Séminaire

Les économies pré-industrielles : catégories et temporalités

Programme

  • Mercredi 23 janvier 2019, 16 h – 18 h, salle Picard 2, Julien Villain | Université d’Évry, IDHE.S
    Gains et profits dans les économies pré-industrielles : nature, mesure et justifications
     
  • Mercredi 13 février 2019, 17 h – 19 h, salle Picard 2
    Camille Dejardin Une figure féminine de l’entrepreneuriat au XVIIIe siècle : Madame Blackey
     
  • Mercredi 13 mars 2019, 16 h – 18 h, salle Picard 2
    Espaces et territoires de l’économie pré-industrielle
     
  • Mercredi 27 mars 2019, 16 h – 19 h, salle Picard 2
    Présentations de travaux d’étudiants
     
  • Mercredi 3 avril 2019, 17 h – 19 h, salle Perroy, Julian Hoppit | University College London
    Britain’s political economies: parliament and economic life, 1660-1800
    In recent years a number of historians have refreshed old accounts of the significance of ‘mercantilism’ to Britain’s early industrial revolution. They have argued for the importance of central government action, especially through warfare, empire, and protectionism. In this they have built upon literature from the 1980s and 1990s about Britain’s success as a ‘fiscal-military state’. My paper questions these interpretations by looking comprehensively at what parliament legislated upon with regard to economic life. I will show that much economic legislation was personal and local in its concerns, requiring a more ‘de-centred’ view of political economy as practice. Additionally, general economic legislation was often less effective than is commonly argued and liable to be obeyed more in some places than in others.

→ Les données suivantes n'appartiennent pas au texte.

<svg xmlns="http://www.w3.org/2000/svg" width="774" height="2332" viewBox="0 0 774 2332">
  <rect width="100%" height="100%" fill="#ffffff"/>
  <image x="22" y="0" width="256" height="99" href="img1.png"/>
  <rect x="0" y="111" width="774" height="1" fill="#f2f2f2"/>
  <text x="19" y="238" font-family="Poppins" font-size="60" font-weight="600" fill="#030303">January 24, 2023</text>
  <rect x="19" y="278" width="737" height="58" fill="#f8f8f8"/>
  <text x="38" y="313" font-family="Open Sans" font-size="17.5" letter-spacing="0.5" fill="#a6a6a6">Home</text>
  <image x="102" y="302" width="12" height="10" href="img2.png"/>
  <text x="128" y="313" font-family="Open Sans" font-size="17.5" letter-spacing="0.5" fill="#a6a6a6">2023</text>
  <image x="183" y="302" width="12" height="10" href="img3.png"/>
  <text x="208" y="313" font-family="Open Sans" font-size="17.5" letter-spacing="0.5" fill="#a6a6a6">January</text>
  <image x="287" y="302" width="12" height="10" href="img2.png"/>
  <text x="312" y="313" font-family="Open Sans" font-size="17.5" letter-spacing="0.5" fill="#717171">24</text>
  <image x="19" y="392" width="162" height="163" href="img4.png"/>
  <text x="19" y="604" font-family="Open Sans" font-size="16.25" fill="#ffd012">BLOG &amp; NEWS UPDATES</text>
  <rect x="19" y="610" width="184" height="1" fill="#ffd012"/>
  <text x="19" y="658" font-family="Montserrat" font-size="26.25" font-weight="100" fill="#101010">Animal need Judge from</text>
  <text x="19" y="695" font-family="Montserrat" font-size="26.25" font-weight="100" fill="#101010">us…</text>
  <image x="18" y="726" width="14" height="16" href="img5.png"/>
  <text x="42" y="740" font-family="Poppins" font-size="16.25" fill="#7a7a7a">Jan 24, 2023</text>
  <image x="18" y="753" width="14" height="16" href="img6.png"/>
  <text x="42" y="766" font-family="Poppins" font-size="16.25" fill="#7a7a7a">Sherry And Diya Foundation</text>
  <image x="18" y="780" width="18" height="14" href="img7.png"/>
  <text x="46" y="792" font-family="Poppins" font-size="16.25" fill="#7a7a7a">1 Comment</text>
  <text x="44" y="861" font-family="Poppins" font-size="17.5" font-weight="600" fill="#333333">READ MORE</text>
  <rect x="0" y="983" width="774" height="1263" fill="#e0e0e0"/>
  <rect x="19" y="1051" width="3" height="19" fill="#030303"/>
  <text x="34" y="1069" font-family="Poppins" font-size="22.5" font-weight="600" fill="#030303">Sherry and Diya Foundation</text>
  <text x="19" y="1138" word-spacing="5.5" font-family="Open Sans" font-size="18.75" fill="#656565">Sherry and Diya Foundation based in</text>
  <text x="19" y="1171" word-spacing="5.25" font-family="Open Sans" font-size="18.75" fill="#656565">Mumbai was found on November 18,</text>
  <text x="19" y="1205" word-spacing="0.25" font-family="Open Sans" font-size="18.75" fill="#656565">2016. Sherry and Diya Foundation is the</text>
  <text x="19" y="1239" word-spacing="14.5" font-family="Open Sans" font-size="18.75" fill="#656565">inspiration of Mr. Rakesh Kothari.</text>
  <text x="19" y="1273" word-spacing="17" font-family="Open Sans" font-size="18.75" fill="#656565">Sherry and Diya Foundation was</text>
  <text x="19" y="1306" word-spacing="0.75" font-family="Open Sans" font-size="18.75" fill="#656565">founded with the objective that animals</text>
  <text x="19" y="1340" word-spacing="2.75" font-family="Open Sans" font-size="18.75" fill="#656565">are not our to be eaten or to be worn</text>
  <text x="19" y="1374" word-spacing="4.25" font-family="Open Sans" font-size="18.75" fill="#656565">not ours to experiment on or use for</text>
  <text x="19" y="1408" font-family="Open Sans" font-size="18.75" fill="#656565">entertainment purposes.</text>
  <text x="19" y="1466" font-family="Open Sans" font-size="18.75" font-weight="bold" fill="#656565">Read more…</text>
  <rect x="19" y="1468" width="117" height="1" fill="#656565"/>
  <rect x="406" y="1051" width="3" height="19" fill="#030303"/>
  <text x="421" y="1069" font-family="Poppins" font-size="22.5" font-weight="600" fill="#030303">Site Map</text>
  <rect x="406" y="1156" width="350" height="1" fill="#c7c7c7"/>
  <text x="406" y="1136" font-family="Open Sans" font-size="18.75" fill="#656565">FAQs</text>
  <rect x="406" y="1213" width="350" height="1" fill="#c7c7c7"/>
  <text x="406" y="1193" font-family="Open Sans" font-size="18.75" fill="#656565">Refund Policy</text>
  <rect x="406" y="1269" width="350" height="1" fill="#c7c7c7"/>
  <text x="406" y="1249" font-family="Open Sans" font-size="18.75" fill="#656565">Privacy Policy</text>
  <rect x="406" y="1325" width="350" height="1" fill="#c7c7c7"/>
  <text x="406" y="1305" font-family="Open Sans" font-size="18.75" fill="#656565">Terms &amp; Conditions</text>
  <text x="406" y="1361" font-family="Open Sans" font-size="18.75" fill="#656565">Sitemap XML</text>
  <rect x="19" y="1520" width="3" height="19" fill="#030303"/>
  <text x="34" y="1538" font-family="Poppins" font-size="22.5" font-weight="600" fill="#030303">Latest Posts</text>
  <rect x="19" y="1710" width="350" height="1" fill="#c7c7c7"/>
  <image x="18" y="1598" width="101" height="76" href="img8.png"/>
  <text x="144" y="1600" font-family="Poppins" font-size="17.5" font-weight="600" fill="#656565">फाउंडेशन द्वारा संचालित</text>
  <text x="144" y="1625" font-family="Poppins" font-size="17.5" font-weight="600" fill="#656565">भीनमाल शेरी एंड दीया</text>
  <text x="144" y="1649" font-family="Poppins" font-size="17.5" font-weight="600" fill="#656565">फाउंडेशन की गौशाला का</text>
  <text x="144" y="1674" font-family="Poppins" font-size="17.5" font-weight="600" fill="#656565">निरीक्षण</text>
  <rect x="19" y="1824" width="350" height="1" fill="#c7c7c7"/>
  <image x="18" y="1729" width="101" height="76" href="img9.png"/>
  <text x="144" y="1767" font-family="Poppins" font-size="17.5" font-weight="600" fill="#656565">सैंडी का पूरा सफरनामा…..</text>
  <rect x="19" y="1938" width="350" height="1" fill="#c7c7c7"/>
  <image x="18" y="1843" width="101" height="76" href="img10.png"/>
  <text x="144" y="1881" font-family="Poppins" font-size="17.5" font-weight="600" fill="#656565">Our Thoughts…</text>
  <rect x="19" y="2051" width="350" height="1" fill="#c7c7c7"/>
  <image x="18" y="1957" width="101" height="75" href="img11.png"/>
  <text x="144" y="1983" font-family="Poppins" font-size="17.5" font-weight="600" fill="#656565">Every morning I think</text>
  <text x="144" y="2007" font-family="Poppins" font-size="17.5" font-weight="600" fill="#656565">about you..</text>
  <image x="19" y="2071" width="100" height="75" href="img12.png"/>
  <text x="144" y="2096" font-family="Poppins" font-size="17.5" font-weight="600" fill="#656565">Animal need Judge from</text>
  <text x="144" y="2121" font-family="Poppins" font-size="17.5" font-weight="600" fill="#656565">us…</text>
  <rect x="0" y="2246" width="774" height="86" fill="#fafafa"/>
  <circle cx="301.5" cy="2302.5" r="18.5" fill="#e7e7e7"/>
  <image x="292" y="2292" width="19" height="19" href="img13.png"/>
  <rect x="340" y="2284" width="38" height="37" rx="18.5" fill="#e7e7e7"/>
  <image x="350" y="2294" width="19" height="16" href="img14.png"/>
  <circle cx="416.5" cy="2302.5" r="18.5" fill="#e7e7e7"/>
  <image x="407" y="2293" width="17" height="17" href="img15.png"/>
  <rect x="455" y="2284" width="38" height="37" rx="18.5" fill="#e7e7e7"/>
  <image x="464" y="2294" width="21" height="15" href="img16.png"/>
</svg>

Britain’s state was far from homogenous and lacked effective means of enforcement, making it ultimately highly dependent upon building legitimacy and local elites.
     
  • Mercredi 10 avril 2019, 17 h – 19 h, salle Perroy Julian Hoppit  | University College London The dreadful monster and its poor relations: Britain as a union state, 1707-1914
  • In 1707 the parliament at Edinburgh was swallowed by the Westminster parliament. In 1801 the same thing happened to the parliament at Dublin, though on different terms. These were key moments in the development of the United Kingdom. This paper considers the financial relations of the union state. In both Scotland and Ireland, England was likened to a dreadful monster in its demands for more and more money. In England, there was a tendency to view their new partners as poor relations, constantly begging for aid. But while Scotland gradually became broadly content with the fiscal union, Ireland never did. This paper considers the flows of money between the nations of the UK and the debates those flows prompted.